The authors conclude that this study demonstrates the therapeutic potential of targeting Parkin-mediated mitophagy using PR-364 to protect surviving cardiac tissue post-MI from progression to HF. The contribution is accompanied by an Editorial by Derek J. Hausenloy and Sauri Hernandez-Resendiz from Duke-NUS Medical School in Singapore.22 The authors indicate that PR-364 may provide a therapeutic strategy for limiting post-infarct adverse LV remodelling and reducing the risk of developing HF, primarily through activation of Parkin-mediated mitophagy. However, further research is needed to: demonstrate its safety and efficacy in clinically relevant reperfused acute MIs; elucidate the mechanisms through which PR-364 activates Parkin; and understand the reasons underlying the observed sexual dimorphic response to PR-364-mediated cardioprotection.
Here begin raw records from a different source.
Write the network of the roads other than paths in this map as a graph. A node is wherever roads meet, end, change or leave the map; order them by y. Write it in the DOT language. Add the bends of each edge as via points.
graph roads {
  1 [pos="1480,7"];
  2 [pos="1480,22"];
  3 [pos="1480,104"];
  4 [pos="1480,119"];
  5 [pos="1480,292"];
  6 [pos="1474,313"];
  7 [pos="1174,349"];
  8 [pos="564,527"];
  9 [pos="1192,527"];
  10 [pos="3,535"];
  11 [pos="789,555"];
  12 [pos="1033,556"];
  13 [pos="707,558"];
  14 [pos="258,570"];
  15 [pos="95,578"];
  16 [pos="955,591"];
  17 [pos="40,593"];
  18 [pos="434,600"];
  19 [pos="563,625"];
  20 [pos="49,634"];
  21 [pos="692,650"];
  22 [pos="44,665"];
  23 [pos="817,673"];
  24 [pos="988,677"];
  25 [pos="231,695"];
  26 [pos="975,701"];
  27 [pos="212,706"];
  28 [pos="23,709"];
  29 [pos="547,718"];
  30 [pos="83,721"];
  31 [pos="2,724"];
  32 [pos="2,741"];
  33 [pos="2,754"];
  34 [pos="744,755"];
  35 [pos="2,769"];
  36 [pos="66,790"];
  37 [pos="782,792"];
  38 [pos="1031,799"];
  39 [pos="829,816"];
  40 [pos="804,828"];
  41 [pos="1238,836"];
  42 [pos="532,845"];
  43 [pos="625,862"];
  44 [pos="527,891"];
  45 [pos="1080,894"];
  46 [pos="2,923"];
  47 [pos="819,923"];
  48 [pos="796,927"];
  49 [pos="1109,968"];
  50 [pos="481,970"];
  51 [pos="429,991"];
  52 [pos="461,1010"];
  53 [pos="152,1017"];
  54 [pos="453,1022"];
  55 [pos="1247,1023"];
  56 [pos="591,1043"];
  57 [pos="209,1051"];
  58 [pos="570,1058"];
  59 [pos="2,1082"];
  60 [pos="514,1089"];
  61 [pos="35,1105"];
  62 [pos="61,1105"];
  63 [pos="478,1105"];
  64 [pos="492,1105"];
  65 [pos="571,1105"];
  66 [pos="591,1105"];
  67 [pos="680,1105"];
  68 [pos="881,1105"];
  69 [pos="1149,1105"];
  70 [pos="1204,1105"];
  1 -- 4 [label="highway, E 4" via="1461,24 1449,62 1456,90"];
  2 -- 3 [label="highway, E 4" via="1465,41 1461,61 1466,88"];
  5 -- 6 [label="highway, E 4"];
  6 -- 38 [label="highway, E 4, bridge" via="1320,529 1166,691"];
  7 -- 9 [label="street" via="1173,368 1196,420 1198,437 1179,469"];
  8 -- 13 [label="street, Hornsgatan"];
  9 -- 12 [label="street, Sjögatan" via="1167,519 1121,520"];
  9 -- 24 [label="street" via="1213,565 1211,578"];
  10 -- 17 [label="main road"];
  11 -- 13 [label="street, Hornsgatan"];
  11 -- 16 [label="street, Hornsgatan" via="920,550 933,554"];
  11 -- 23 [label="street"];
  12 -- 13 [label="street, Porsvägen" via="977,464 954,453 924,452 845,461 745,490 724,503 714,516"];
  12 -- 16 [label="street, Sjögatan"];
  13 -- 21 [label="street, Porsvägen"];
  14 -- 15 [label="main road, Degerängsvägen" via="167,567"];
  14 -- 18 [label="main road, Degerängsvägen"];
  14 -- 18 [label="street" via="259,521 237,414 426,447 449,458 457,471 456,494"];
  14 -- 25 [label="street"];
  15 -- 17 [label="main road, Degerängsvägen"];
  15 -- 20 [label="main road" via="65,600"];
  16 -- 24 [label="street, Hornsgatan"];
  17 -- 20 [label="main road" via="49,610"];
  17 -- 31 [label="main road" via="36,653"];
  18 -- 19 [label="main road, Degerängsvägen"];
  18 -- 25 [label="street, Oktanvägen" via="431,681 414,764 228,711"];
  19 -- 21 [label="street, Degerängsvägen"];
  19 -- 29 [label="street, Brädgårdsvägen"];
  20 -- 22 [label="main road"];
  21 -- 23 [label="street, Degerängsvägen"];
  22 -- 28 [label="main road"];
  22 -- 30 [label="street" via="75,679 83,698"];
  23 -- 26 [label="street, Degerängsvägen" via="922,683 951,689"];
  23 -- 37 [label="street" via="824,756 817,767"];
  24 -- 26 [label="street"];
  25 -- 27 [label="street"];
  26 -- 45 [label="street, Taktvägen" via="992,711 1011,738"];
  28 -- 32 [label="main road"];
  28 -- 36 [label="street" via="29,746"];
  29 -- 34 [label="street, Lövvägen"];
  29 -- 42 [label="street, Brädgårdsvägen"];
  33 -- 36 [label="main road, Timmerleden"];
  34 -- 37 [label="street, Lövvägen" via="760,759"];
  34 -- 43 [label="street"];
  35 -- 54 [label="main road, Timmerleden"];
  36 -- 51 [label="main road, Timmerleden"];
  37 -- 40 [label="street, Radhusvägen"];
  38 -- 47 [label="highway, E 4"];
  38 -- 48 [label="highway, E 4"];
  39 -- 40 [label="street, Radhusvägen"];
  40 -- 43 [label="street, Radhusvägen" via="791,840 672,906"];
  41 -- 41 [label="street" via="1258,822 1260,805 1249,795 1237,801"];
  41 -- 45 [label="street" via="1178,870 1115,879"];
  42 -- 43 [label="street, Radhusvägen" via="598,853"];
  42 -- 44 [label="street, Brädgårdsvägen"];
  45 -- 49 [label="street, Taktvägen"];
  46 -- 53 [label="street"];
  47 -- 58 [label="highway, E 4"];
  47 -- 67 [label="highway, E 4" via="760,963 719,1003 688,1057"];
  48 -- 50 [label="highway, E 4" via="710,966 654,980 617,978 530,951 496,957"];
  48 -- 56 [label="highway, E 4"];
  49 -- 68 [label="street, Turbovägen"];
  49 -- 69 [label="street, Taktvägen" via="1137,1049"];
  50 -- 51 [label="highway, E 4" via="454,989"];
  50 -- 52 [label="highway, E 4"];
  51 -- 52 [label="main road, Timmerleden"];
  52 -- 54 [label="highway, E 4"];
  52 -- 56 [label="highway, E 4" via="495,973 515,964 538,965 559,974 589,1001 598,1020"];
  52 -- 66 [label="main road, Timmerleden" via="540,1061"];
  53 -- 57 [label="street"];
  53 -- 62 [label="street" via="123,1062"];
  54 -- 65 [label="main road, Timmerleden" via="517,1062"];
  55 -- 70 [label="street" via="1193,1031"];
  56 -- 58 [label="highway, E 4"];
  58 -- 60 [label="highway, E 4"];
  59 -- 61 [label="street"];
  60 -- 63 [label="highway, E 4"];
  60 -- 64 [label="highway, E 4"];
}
If these challenges can be addressed, PR-364 could represent a major step forward in translating mitochondria-based therapies into clinical practice, offering new hope for patients suffering from AMI.

The editors hope that this issue of the European Heart Journal will be of interest to its readers.

Dr. Crea reports speaker fees from Abbott, Amgen, Astra Zeneca, BMS, Chiesi, Daiichi Sankyo, Menarini outside the submitted work.